WORK TASK.
Nothing in the records should differ when they are repeated. Restate them word for word.
*** Begin section ***
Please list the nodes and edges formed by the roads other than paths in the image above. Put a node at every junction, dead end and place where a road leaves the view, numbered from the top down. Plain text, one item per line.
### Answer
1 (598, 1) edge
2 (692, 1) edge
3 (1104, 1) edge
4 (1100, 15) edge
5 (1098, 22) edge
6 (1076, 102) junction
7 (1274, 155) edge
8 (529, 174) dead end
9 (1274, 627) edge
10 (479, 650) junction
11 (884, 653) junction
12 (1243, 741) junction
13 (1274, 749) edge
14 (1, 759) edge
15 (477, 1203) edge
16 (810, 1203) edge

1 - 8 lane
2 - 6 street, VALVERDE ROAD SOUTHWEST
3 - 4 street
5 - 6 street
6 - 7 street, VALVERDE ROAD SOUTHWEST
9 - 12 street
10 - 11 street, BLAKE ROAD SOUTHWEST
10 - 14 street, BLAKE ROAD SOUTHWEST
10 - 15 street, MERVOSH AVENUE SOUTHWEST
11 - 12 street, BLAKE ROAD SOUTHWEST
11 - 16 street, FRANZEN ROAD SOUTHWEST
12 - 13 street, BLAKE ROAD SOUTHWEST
*** End section ***
WRITTEN RESPONSE.
Please list the nodes and edges formed by the roads other than paths in the image above. Put a node at every junction, dead end and place where a road leaves the view, numbered from the top down. Plain text, one item per line.
### Answer
1 (598, 1) edge
2 (692, 1) edge
3 (1104, 1) edge
4 (1100, 15) edge
5 (1098, 22) edge
6 (1076, 102) junction
7 (1274, 155) edge
8 (529, 174) dead end
9 (1274, 627) edge
10 (479, 650) junction
11 (884, 653) junction
12 (1243, 741) junction
13 (1274, 749) edge
14 (1, 759) edge
15 (477, 1203) edge
16 (810, 1203) edge

1 - 8 lane
2 - 6 street, VALVERDE ROAD SOUTHWEST
3 - 4 street
5 - 6 street
6 - 7 street, VALVERDE ROAD SOUTHWEST
9 - 12 street
10 - 11 street, BLAKE ROAD SOUTHWEST
10 - 14 street, BLAKE ROAD SOUTHWEST
10 - 15 street, MERVOSH AVENUE SOUTHWEST
11 - 12 street, BLAKE ROAD SOUTHWEST
11 - 16 street, FRANZEN ROAD SOUTHWEST
12 - 13 street, BLAKE ROAD SOUTHWEST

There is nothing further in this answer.